** Task statement **
Please look for the string "ซอยบ" below and report every line in which it occurs.

** Saved entries **
* * *

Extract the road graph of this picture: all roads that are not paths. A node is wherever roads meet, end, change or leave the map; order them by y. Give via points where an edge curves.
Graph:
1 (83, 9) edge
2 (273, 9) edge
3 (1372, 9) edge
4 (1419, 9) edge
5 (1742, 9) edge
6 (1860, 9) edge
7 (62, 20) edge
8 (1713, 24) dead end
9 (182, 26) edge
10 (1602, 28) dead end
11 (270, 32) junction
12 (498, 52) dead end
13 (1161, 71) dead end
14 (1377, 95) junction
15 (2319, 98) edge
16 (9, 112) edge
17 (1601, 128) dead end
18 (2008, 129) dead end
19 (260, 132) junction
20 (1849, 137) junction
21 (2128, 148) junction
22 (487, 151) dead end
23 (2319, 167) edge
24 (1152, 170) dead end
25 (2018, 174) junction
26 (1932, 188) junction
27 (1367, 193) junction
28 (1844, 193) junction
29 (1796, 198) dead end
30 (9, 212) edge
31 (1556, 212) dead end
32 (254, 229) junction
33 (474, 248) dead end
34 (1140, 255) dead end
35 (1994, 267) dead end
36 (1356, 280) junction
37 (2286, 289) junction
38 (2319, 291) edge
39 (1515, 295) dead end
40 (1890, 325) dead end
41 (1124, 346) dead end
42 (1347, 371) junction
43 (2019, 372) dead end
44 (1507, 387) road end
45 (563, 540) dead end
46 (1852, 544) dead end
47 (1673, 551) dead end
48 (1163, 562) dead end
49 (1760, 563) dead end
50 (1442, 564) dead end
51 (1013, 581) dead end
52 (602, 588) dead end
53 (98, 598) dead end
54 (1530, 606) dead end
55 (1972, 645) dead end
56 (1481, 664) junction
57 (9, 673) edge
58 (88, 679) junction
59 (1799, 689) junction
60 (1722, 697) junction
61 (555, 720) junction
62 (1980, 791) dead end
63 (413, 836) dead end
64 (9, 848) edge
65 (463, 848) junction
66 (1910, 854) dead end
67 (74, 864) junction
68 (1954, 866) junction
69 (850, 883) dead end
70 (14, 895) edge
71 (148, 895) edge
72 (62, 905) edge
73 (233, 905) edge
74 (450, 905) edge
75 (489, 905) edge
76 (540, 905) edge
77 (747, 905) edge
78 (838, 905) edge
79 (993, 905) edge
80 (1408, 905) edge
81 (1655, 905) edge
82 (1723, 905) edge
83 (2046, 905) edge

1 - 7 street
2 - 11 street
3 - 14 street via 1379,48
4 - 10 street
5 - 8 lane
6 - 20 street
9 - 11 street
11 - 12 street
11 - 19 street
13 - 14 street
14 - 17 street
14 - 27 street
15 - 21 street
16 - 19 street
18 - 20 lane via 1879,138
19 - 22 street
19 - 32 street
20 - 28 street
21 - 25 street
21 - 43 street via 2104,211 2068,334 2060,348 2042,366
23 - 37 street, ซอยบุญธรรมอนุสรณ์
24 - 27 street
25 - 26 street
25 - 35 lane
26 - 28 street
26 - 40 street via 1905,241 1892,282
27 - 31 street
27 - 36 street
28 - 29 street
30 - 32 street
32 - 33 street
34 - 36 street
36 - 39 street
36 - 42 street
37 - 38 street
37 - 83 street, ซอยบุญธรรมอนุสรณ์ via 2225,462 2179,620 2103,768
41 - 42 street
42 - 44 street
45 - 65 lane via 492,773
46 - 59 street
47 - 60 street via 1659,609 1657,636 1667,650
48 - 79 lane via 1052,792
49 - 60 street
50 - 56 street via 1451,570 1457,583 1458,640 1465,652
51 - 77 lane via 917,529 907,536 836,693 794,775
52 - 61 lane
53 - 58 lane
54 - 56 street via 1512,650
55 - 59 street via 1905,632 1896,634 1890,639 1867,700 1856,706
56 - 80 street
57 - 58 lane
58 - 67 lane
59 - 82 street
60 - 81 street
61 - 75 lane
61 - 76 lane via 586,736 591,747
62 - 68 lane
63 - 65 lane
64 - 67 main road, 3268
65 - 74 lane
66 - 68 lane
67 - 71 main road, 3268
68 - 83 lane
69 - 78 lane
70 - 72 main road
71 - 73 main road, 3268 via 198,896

* * *

** Solved problem **
23 - 37 street, ซอยบุญธรรมอนุสรณ์
37 - 83 street, ซอยบุญธรรมอนุสรณ์ via 2225,462 2179,620 2103,768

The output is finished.